Do your research ahead of time
The time to do your property research is not after you own the property. Do your research before ever even looking at a possible commercial property. Things you need to know include the zoning, the local demand for property, and the current market value.
Researching zoning will help you target the specific demographic that the property is set up for. Local demand for property is important in evaluating your ability to lease out the commercial property. Finally, the current market value will help you come up with a competitive, yet realistic offer price for the property. It will also dictate the amount that you can charge per month to tenants.

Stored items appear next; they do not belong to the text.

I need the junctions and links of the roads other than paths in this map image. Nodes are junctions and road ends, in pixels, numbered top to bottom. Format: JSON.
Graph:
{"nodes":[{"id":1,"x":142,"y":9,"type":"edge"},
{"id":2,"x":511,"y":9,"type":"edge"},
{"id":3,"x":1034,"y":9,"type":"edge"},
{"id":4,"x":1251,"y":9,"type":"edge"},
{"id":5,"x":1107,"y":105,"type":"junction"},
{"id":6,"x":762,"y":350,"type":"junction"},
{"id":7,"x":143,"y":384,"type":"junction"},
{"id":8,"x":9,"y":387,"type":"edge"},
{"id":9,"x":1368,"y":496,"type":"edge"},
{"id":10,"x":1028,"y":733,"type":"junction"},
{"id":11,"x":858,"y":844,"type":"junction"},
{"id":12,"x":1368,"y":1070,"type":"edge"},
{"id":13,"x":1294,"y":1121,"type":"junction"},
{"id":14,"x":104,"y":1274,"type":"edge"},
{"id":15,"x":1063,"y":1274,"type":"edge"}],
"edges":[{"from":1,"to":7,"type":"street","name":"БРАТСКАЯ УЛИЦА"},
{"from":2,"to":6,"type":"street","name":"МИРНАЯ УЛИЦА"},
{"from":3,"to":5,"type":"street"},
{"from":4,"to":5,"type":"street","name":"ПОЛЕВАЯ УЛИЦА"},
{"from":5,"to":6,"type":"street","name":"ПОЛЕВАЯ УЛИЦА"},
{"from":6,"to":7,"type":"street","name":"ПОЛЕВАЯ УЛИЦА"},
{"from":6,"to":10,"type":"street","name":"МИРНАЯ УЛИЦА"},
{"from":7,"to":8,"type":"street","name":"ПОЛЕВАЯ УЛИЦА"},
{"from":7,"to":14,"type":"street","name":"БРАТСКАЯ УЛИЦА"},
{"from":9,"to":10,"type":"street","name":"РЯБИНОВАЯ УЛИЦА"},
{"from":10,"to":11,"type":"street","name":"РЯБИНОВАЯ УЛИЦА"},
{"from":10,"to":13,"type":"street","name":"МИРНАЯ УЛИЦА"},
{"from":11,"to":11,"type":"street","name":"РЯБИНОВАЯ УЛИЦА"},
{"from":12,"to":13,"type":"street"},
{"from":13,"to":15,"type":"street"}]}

The costs associated with leasing
One of the most important numbers that you will come up with is the profitability number. This is often calculated by figuring out the loan payment that you owe each month to the lender and then factoring in the rent price that you can realistically achieve. You will also need to factor in other costs associated with leasing. One of the most common commercial leas types is triple net leases.
Triple net lease rates are an agreement that the property owner will pay all taxes, building insurance, and maintenance. While triple net lease rates are common in residential properties, they are not as common in commercial leasing property. It is also important to note that investors in triple net lease rates must be accredited, with a net worth of at least $1 million, excluding the value of their primary residence or $200,000 of income.
The importance of zoning laws
Not following zoning laws can easily ruin a commercial business deal. Never purchase a commercial property with the intention of simply changing the zoning. Changing a buildings zone often requires city meetings and voting. If the zoning change is unsuccessful, you could be stuck with a building that you cannot build on, lease, or utilize for its intended purpose. There are also many differences between residential and commercial zoning categories. Just because a building is zoned as commercial property does not mean that you can conduct any type of business on the property.
The legal implications of commercial leasing
Many commercial property owners make the mistake of not hiring legal representation. A commercial lease is a business transaction and it is a legal one. Failing to recognize this can significantly affect the business. A single legal problem that arises out of a commercial property can result in hundreds of thousands of dollars of damages. Before signing a lease agreement, have it looked over by a commercial lawyer. It can also be helpful to consult with a commercial lawyer before changing zoning or offering a triple net leasing agreement. An attorney can help you avoid lease rates that end up costing you money.
IN 2016 alone, some 74.24 billion U.S. dollars worth of commercial buildings were put in place in the United States. Some of these properties resulted in profitable transactions, while others ended up costing the property owner a large amount of money. Avoid these mistakes by doing your research ahead of time, understanding zoning laws, and taking advantage of commercial property legal representation.